With oil prices low and volatile, and global oil demand shrinking,1 are MLPs losing their luster? Many experts say the answer is no. In fact, portfolio managers and financial advisors familiar with the MLP space say now may be a great time to snap up bargains—as long as you choose wisely. “There are a lot of opportunities out there right now,” says Brian Watson, director of research at Oppenheimer SteelPath, which manages several MLP funds. “But MLPs are a diverse group, so it’s important to look carefully so you know what you’re buying.”
The oil price equation
MLPs’ recent losses probably took many investors by surprise. The Alerian MLP Index, an industry benchmark, has risen steadily—sometimes spectacularly—since 2008. In 2009, the index gained a whopping 62 percent, more than doubling the nearly 27 percent return of the S&P 500. And since 2000, the Alerian index has posted seven years of double-digit gains, reflecting increased demand among investors for shares of these partnerships.
What drew investors toward MLPs? In a word, growth. For many years, MLPs were considered relatively stodgy, low-growth investments that appealed to income-minded investors because of their relatively high yields. Investors were also drawn to MLPs’ attractive tax advantages, which allow taxes to be deferred on much of the income the partnerships distribute to investors.
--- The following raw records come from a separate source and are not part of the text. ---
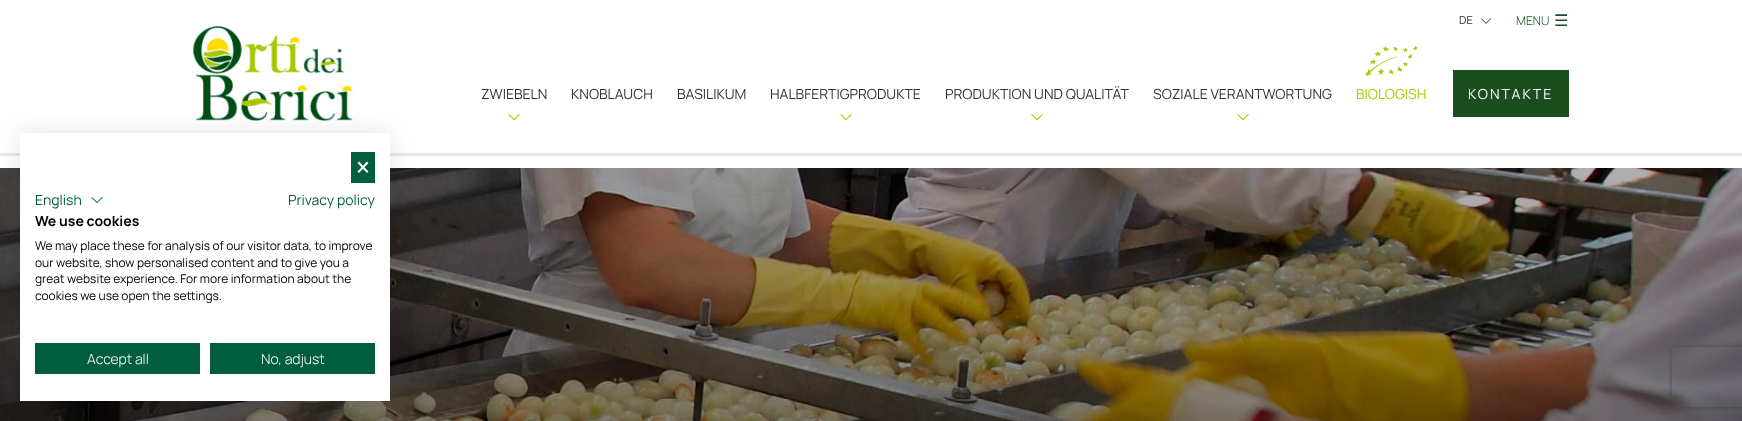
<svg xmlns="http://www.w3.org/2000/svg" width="1742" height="421">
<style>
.a{font:11px Manrope;fill:#333}
.b{font:300 12px Manrope;fill:#1b4e1f}
.c{font:16px DejaVu Sans;fill:#1b4e1f}
.d{font:14px Manrope;fill:#333}
.e{font:14px Manrope;fill:#afc803}
.f{font:14px Manrope;letter-spacing:2px;fill:#fff}
.g{font:14px Manrope;fill:#005d3e}
.h{font:bold 14px Manrope;fill:#000}
.i{font:12px Manrope;fill:#000}
.j{font:300 14px Manrope;fill:#fff}
</style>
<defs>
<clipPath id="clip1"><path d="M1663 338h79v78h-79zm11 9h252c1 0 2 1 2 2v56c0 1-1 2-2 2h-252c-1 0-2-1-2-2v-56c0-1 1-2 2-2z" clip-rule="evenodd"/></clipPath>
<linearGradient id="g1" gradientUnits="userSpaceOnUse" x1="871" y1="168" x2="871" y2="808"><stop offset="0" stop-color="#000" stop-opacity="0.3"/><stop offset="1" stop-color="#000" stop-opacity="0.75"/></linearGradient>
</defs>
<rect width="100%" height="100%" fill="#fff"/>
<image href="1.png" x="174" y="26" width="200" height="107"/>
<image href="2.png" x="1481" y="18" width="10" height="6"/>
<image href="3.png" x="508" y="114" width="12" height="7"/>
<image href="3.png" x="840" y="114" width="12" height="7"/>
<image href="3.png" x="1031" y="114" width="12" height="7"/>
<image href="3.png" x="1237" y="114" width="12" height="7"/>
<image href="4.png" x="1365" y="46" width="53" height="31"/>
<path fill="#1b4e1f" d="M1453 70h116v47H1453z"/>
<path fill="#e7e9e2" d="M0 153h1742v3H0z"/>
<image href="5.png" x="0" y="168" width="1742" height="253"/>
<g clip-path="url(#clip1)">
<rect fill="#808080" filter="blur(2.5px)" x="1672" y="347" width="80" height="60" rx="2"/>
</g>
<path fill="url(#g1)" d="M0 168h1742v253H0z"/>
<path fill="#0000001a" filter="blur(12px)" d="M20 133h370v268H20z"/>
<path fill="#fff" d="M20 133h370v268H20z"/>
<path fill="#005d3e" d="M351 152h24v31H351z"/>
<path fill="#fff" d="M367 161.5l1.5 1.5l-9.5 10l-1.5-1.5z"/>
<path fill="#fff" d="M357.5 163l1.5-1.5l9.5 10l-1.5 1.5z"/>
<image href="6.png" x="91" y="197" width="12" height="6"/>
<path fill="#005d3e" d="M35 343h165v31H35z"/>
<path fill="#005d3e" d="M210 343h165v31H210z"/>
<text class="a" x="1459" y="24">DE</text>
<text class="b" x="1516" y="25">MENU</text>
<text class="c" x="1554" y="26">☰</text>
<text class="d" x="481" y="99">ZWIEBELN</text>
<text class="d" x="571" y="99">KNOBLAUCH</text>
<text class="d" x="677" y="99">BASILIKUM</text>
<text class="d" x="770" y="99">HALBFERTIGPRODUKTE</text>
<text class="d" x="945" y="99">PRODUKTION UND QUALITÄT</text>
<text class="d" x="1153" y="99">SOZIALE VERANTWORTUNG</text>
<text class="e" x="1356" y="99">BIOLOGISH</text>
<text class="f" x="1468" y="99">KONTAKTE</text>
<text class="g" x="35" y="205">English</text>
<text class="g" x="288" y="205">Privacy policy</text>
<text class="h" x="35" y="226">We use cookies</text>
<text class="i" x="35" y="250">We may place these for analysis of our visitor data, to improve</text>
<text class="i" x="35" y="267">our website, show personalised content and to give you a</text>
<text class="i" x="35" y="283">great website experience. For more information about the</text>
<text class="i" x="35" y="300">cookies we use open the settings.</text>
<text class="j" x="87" y="364">Accept all</text>
<text class="j" x="261" y="364">No, adjust</text>
</svg>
The U.S. energy renaissance changed everything for MLPs. The emergence of fracking led to a sharp rise in spending to build domestic energy capacity and led to the creation of scores of new MLPs. Fewer than 30 publicly traded MLPs existed in 2000; today there are well over 100. The boom also drew in investors, who began to favor MLPs for strong potential income growth as well as current yield.
Last year’s unexpected decline in oil prices interrupted the party. Crude oil traded at just under $50 a barrel in February, down about half from its 52-week high2 to the lowest level since the Great Recession.
Several factors contributed to the drop in oil prices. The same U.S. energy boom that fueled the rise of MLPs in recent years led to a supply glut. By the end of 2014, U.S. oil production exceeded 9 million barrels a day, up from 5.4 million barrels a day four years before. The rise in domestic production also reduced U.S. oil imports from OPEC countries, which fell from 3.7 million barrels a day in 2013 to 2.9 million barrels a day in late 2014.3 Meanwhile, demand fell as a result of persistent global economic weakness and greater emphasis on energy efficiency and alternative energy use. When OPEC decided in November not to cut production, choosing to defend its market share rather than maintain high prices, oil plummeted.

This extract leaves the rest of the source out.